_What is expected:_
Every entry should be duplicated verbatim, and no picture may appear in the copy.

===============

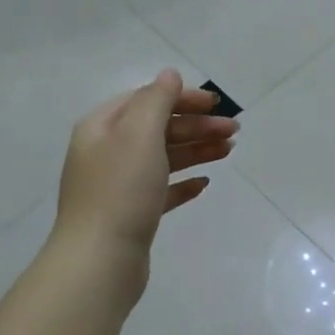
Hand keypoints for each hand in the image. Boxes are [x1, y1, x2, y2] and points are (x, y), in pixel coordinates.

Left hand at [53, 69, 236, 267]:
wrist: (100, 259)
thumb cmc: (121, 190)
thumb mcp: (140, 134)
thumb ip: (157, 99)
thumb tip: (169, 74)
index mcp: (101, 126)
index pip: (146, 99)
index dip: (182, 97)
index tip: (217, 104)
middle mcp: (106, 151)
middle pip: (157, 128)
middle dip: (196, 125)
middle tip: (234, 131)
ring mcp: (116, 185)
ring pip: (162, 158)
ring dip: (195, 150)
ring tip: (228, 152)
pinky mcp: (130, 214)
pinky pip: (160, 190)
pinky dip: (183, 183)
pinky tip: (204, 184)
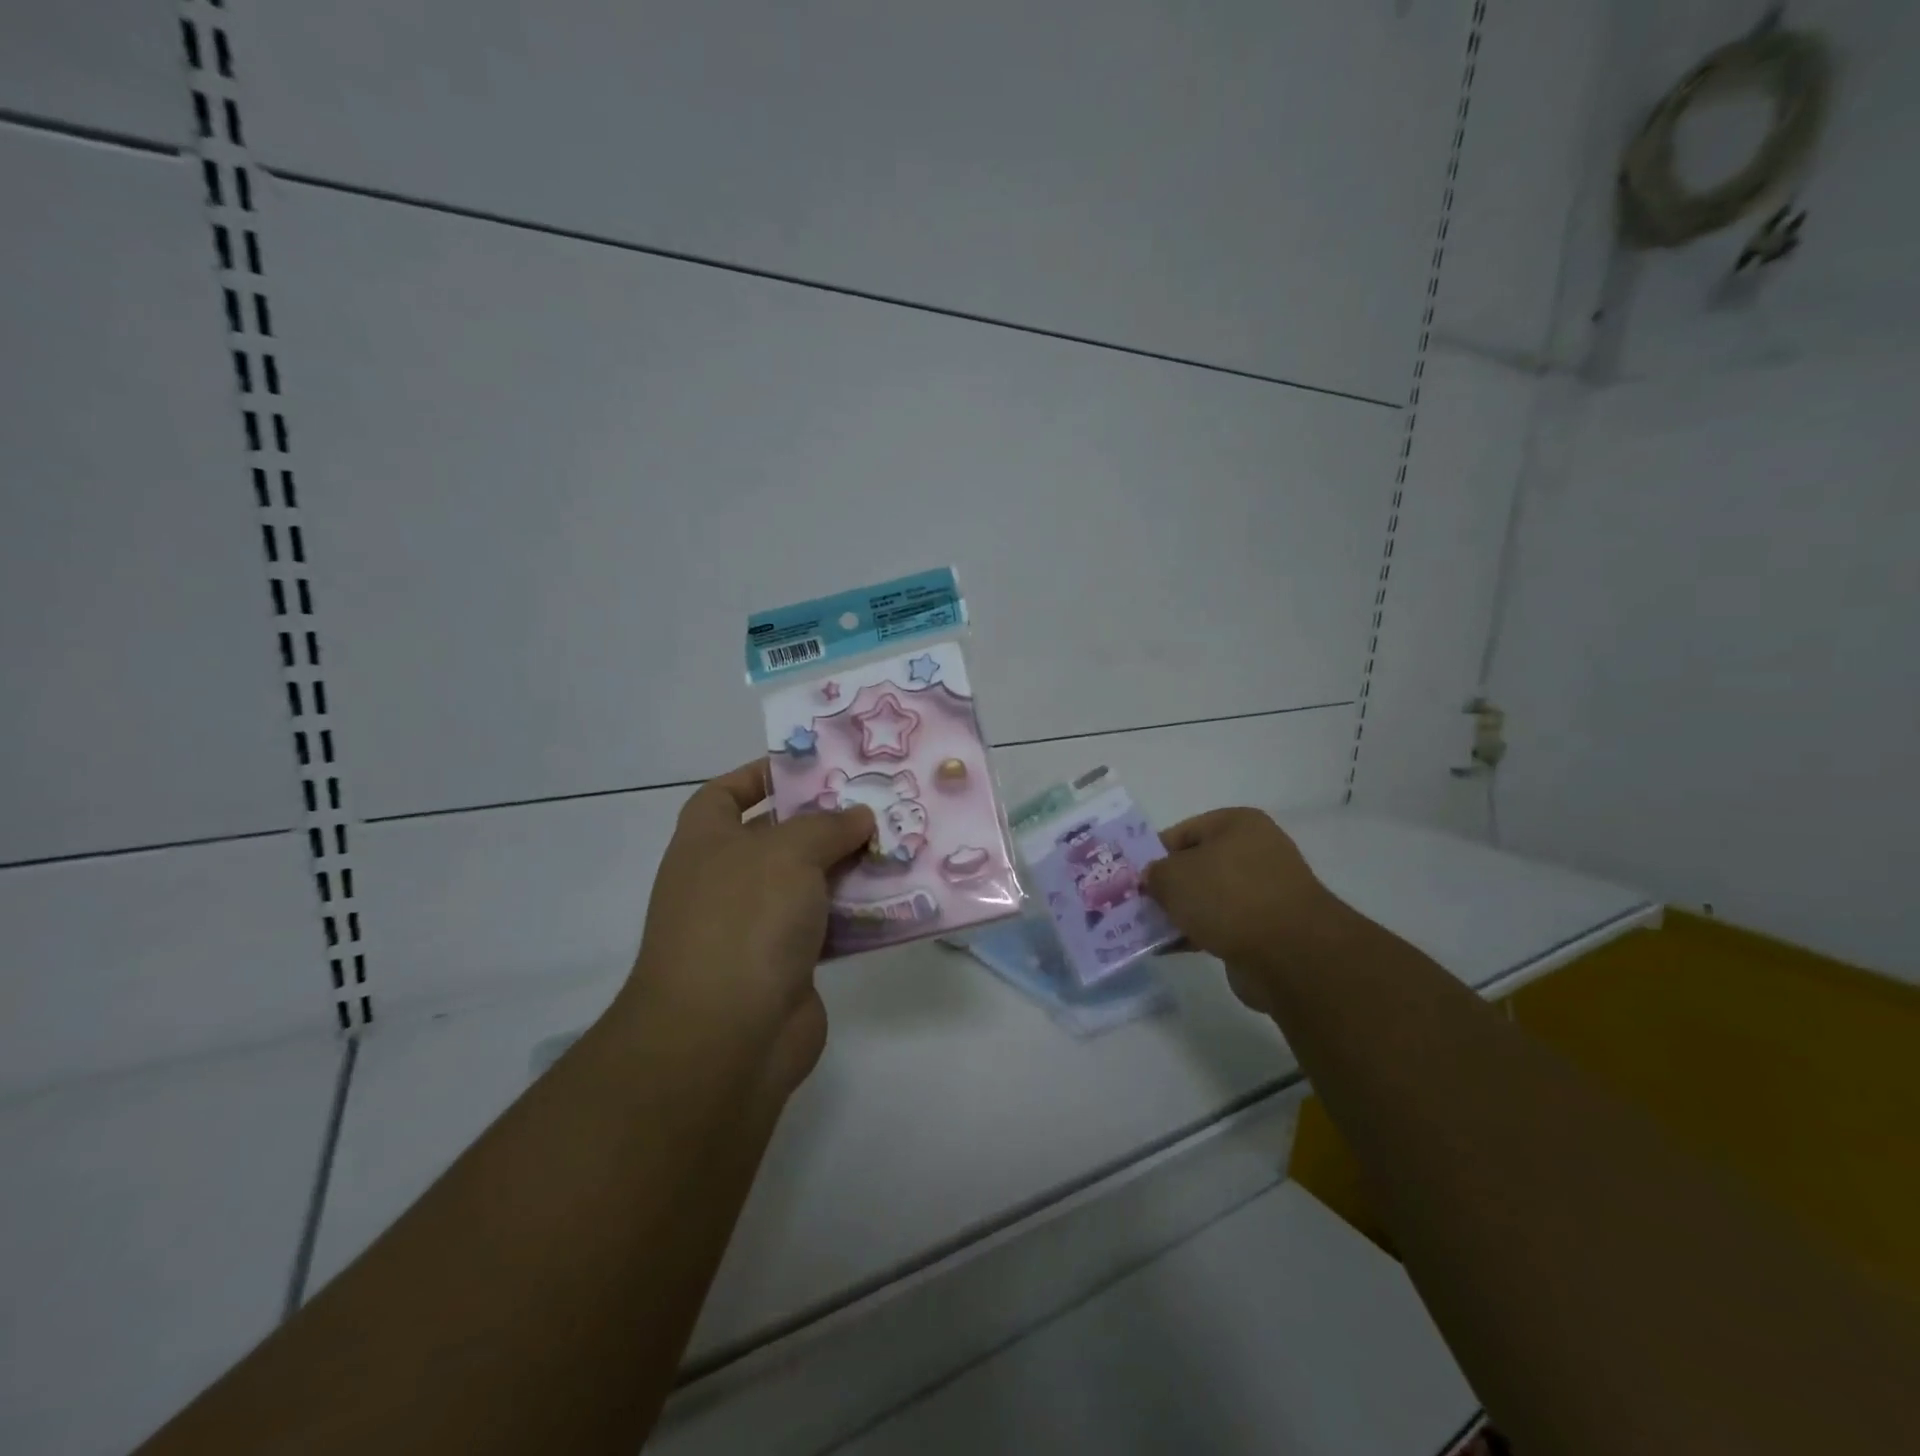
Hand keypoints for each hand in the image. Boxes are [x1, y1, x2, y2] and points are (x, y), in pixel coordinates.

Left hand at [620, 761, 874, 1095]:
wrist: (725, 1036)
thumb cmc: (744, 920)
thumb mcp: (787, 851)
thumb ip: (827, 825)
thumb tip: (858, 817)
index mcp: (706, 842)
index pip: (726, 793)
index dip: (762, 774)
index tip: (813, 766)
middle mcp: (727, 880)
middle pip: (780, 836)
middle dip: (827, 820)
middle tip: (880, 800)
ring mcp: (757, 925)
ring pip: (812, 883)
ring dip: (852, 867)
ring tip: (902, 841)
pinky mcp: (789, 964)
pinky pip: (830, 925)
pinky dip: (859, 912)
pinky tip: (902, 896)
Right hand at [1144, 808, 1335, 1011]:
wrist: (1289, 953)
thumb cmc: (1227, 896)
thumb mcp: (1173, 876)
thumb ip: (1154, 874)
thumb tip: (1153, 880)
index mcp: (1237, 824)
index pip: (1182, 832)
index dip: (1153, 854)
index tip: (1131, 878)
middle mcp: (1255, 850)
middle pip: (1196, 866)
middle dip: (1167, 886)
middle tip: (1136, 904)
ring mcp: (1264, 890)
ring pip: (1208, 897)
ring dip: (1181, 912)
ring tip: (1148, 929)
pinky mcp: (1267, 927)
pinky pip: (1222, 924)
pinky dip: (1198, 933)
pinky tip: (1171, 948)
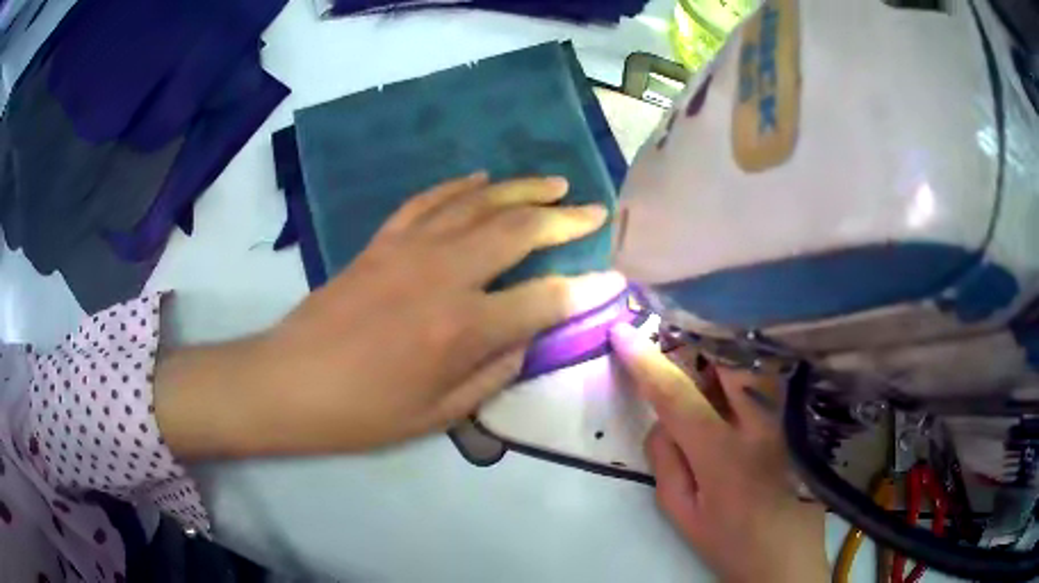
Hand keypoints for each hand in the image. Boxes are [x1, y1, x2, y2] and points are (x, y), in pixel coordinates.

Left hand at [157, 174, 624, 458]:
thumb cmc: (363, 412)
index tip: (613, 279)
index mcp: (462, 329)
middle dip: (565, 219)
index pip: (544, 299)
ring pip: (479, 203)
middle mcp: (443, 275)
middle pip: (518, 231)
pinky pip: (429, 200)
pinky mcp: (382, 241)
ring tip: (554, 183)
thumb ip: (494, 371)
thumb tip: (527, 336)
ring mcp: (409, 249)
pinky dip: (460, 186)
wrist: (290, 382)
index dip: (585, 290)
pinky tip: (483, 179)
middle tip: (594, 211)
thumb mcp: (438, 414)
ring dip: (522, 189)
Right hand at [610, 324, 828, 582]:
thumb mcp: (682, 513)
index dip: (645, 361)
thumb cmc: (730, 541)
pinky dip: (745, 370)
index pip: (677, 394)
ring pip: (751, 362)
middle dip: (693, 345)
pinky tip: (736, 388)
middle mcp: (762, 423)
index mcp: (723, 454)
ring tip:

===============

_Your solution:_
Hand keypoints for each hand in the image. Boxes are [x1, y1, x2, y2] and points are (x, y), in pixel coordinates.

Left hand at [53, 69, 236, 267]:
wrist: (100, 259)
thumb cmc: (121, 190)
thumb mcp: (140, 134)
thumb ip: (157, 99)
thumb tip: (169, 74)
index mcp: (101, 126)
index pip: (146, 99)
index dip: (182, 97)
index tip: (217, 104)
middle mcp: (106, 151)
middle pip: (157, 128)
middle dip: (196, 125)
middle tip: (234, 131)
ring mcp: (116, 185)
ring pip: (162, 158)
ring dip: (195, 150)
ring tip: (228, 152)
pinky mcp: (130, 214)
pinky pip: (160, 190)
pinky dip: (183, 183)
pinky tip: (204, 184)
Hand keypoints for each hand in the image. Boxes are [x1, y1, x2, y2] and points are (x, y), in pixel coordinates.

Left hand at [620, 761, 874, 1095]:
wrist: (725, 1036)
thumb cmc: (744, 920)
thumb mcp: (787, 851)
thumb ip: (827, 825)
thumb tip: (858, 817)
index mcp: (706, 842)
index pip: (726, 793)
index dip: (762, 774)
index tip: (813, 766)
middle mcp: (727, 880)
middle pip: (780, 836)
middle dip: (827, 820)
middle tip: (880, 800)
ring mcp: (757, 925)
ring pip: (812, 883)
ring dip: (852, 867)
ring tip: (902, 841)
pinky mcp: (789, 964)
pinky pip: (830, 925)
pinky dip: (859, 912)
pinky tip: (902, 896)
Right hand at [1144, 808, 1335, 1011]:
wrist: (1289, 953)
thumb cmc: (1227, 896)
thumb mcp: (1173, 876)
thumb ip: (1154, 874)
thumb tip: (1153, 880)
index mcp: (1237, 824)
index pip: (1182, 832)
index dip: (1153, 854)
index tip: (1131, 878)
middle mcp: (1255, 850)
middle pip: (1196, 866)
middle dip: (1167, 886)
middle tip: (1136, 904)
ring mcp: (1264, 890)
ring pip: (1208, 897)
ring dip: (1181, 912)
ring tip: (1148, 929)
pinky mcp: (1267, 927)
pinky pip: (1222, 924)
pinky dip: (1198, 933)
pinky tip: (1171, 948)
Hand keypoints for each hand in the image. Boxes are [x1, y1, x2, y2] and points are (x, y), in pixel coordinates.

Left hand at [157, 174, 624, 458]:
thumb cmc: (363, 412)
index tip: (613, 279)
index mcp: (462, 329)
middle dip: (565, 219)
index pip: (544, 299)
ring pip: (479, 203)
middle mcp: (443, 275)
middle pip: (518, 231)
pinky pip: (429, 200)
pinky mcp: (382, 241)
ring tip: (554, 183)
thumb ip: (494, 371)
thumb tip: (527, 336)
ring mcp: (409, 249)
pinky dip: (460, 186)
wrist: (290, 382)
index dip: (585, 290)
pinky tip: (483, 179)
middle tip: (594, 211)
thumb mcp: (438, 414)
ring dip: (522, 189)
Right hand at [610, 324, 828, 582]:
thumb mcp: (682, 513)
index dip: (645, 361)
thumb cmc: (730, 541)
pinky dip: (745, 370)
index pip: (677, 394)
ring pip: (751, 362)
middle dip: (693, 345)
pinky tip: (736, 388)
middle mcp: (762, 423)
index mcp: (723, 454)
ring tip:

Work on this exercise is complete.